Direct experience as distinct from objective knowledge is not in dispute here. The dispute is about the characterization of the experience. A person may have an experience and believe any number of things about it, but certainty about that experience can only be claimed if an infallible being is able to intervene or if the person herself is infallible.

This divine intervention is the possibility that Coggins7 would have us accept since (he believes) we cannot be certain that it is impossible. But is he certain that we cannot be uncertain?

So back and forth we go. Coggins7 claims that I cannot be certain about my uncertainty and I claim that he cannot be certain about his certainty. Who is right?

The result is a paradox as I unsuccessfully tried to explain to Coggins7 in my last post. I don't think he understood or he didn't want to understand. He merely relegated paradox to the realm of post-modernism and nihilism and then claimed victory.

The truth is that the paradox itself is more amenable to uncertainty than it is to certainty. The paradox does not give me more information about infallible beings or suggest that people can be infallible about a small list of things under extremely peculiar and illogical circumstances.

This is the logic which I offered Coggins7 before, but he already has an idea in his mind about what is logical and what is not.

I call on Coggins7 to demonstrate how this paradox helps his case for certainty about his infallible testimony.

Until then, his certainty about his testimony will remain, and justifiably so, in question.


As to the claim that an infallible beingS can communicate infallibly with fallible beings. Let's analyze that:

1. Infallible beings exist.
2. Infallible beings can communicate infallibly.
3. Infallible communications cannot fail.
4. Fallible beings exist.
5. Fallible beings cannot communicate infallibly.
6. Humans are fallible beings.

We must begin with numbers 4, 5 and 6 because numbers 1, 2 and 3 cannot be known to be true until AFTER the communication occurs. It is easy to accept that numbers 4 and 6 are self-evident. We have direct evidence and direct experience of 4, 5 and 6. Therefore there is a great deal of certainty about 4, 5 and 6. Coggins7 would have us exempt 5 under his special circumstance.

But there is no special circumstance because numbers 2 and 5 are contradictory. A paradox is instantly formed. Again, its the old question, can God create a rock which she cannot lift?

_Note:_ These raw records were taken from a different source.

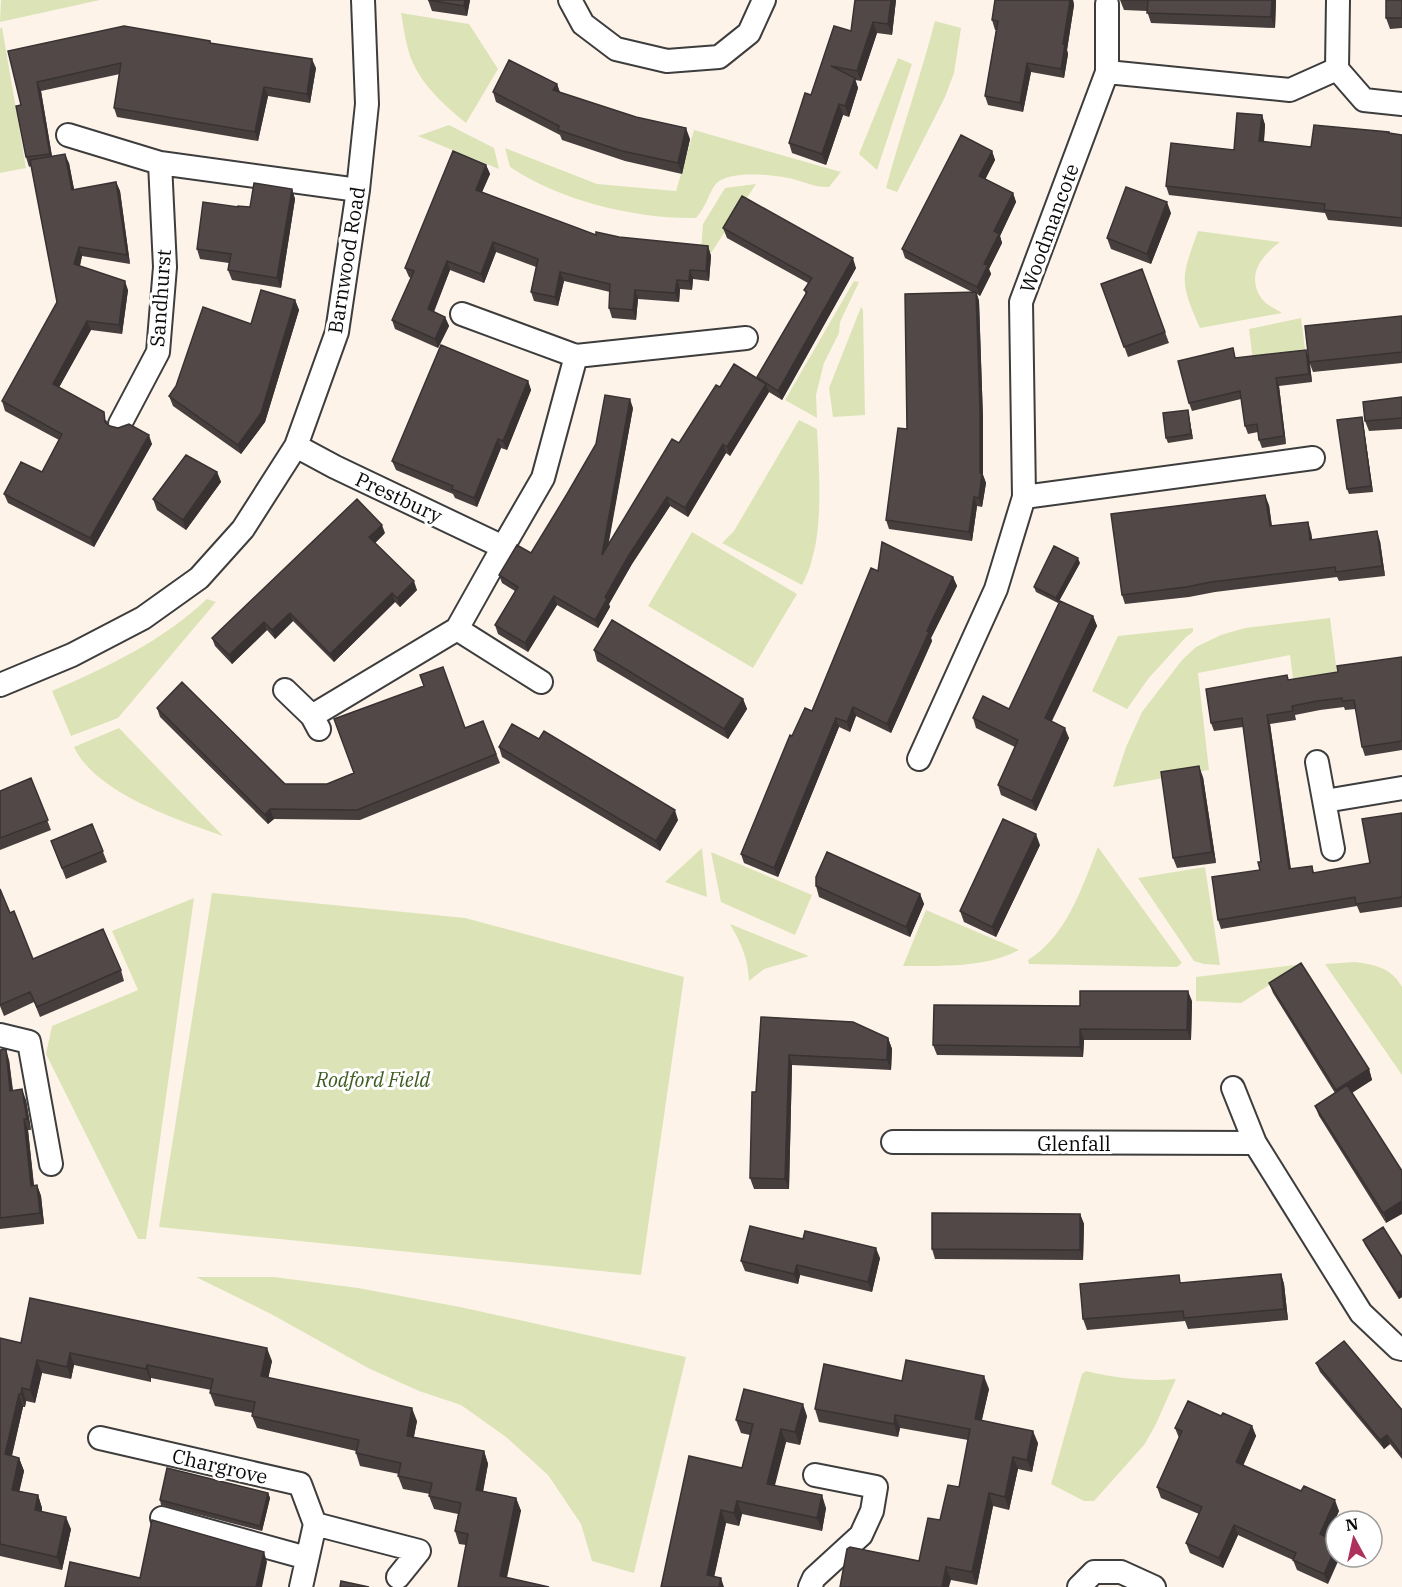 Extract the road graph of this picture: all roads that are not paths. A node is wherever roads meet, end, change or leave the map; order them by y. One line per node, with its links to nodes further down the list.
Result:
1 (363, 0): 11 (street, Barnwood Road)
2 (570, 0): 3 (street)
3 (764, 0)
4 (1338, 0): 6 (street)
5 (1107, 4): 7 (street, Woodmancote)
6 (1337, 69): 7 (street); 8 (street)
7 (1107, 72): 18 (street, Woodmancote)
8 (1402, 104)
9 (68, 135): 10 (street)
10 (160, 163): 11 (street); 15 (street, Sandhurst)
11 (358, 190): 16 (street, Barnwood Road)
12 (462, 314): 14 (street)
13 (746, 338): 14 (street)
14 (576, 356): 19 (street)
15 (120, 424)
16 (296, 446): 19 (street, Prestbury); 22 (street, Barnwood Road)
17 (1313, 458): 18 (street)
18 (1024, 497): 24 (street, Woodmancote)
19 (503, 547): 20 (street)
20 (457, 629): 21 (street); 23 (street)
21 (541, 682)
22 (0, 685)
23 (285, 690)
24 (920, 759)
25 (1317, 762): 27 (street)
26 (1402, 788): 27 (street)
27 (1325, 801): 28 (street)
28 (1333, 849)
29 (0, 1035): 33 (street)
30 (1233, 1088): 32 (street)
31 (893, 1142): 32 (street, Glenfall)
32 (1255, 1143): 34 (street)
33 (51, 1164)
34 (1402, 1349)
35 (100, 1438): 38 (street, Chargrove)
36 (815, 1475): 42 (street)
37 (162, 1518): 39 (street)
38 (315, 1524): 39 (street); 40 (street)
39 (308, 1558): 41 (street)
40 (398, 1577)
41 (301, 1587)
42 (810, 1587)
43 (1079, 1587): 44 (street)
44 (1154, 1587)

For a human being to become "temporarily" infallible for the purposes of receiving an infallible communique from an infallible being is nonsense. After the temporary infallibility has ended, the human being must revert to her state of fallibility thus rendering the infallible communication null. The human, in her now fallible state, must fail to be certain about the infallible communication. Thus, the infallible communication fails to persist. The infallible communication is vulnerable to the ravages of time and cannot thereafter be considered infallible--BECAUSE IT FAILS. The paradox remains.

There is no resolving this paradox no matter how much Coggins7 would like to claim that his god can.

Therefore human beings can have no absolute and certain knowledge--direct or not--concerning infallible beings because of this paradoxical barrier. The paradox itself is the proof that certainty and uncertainty are ultimately one great UNCERTAINTY. Unless, of course, Coggins7 can logically show how a paradox aids in his certainty.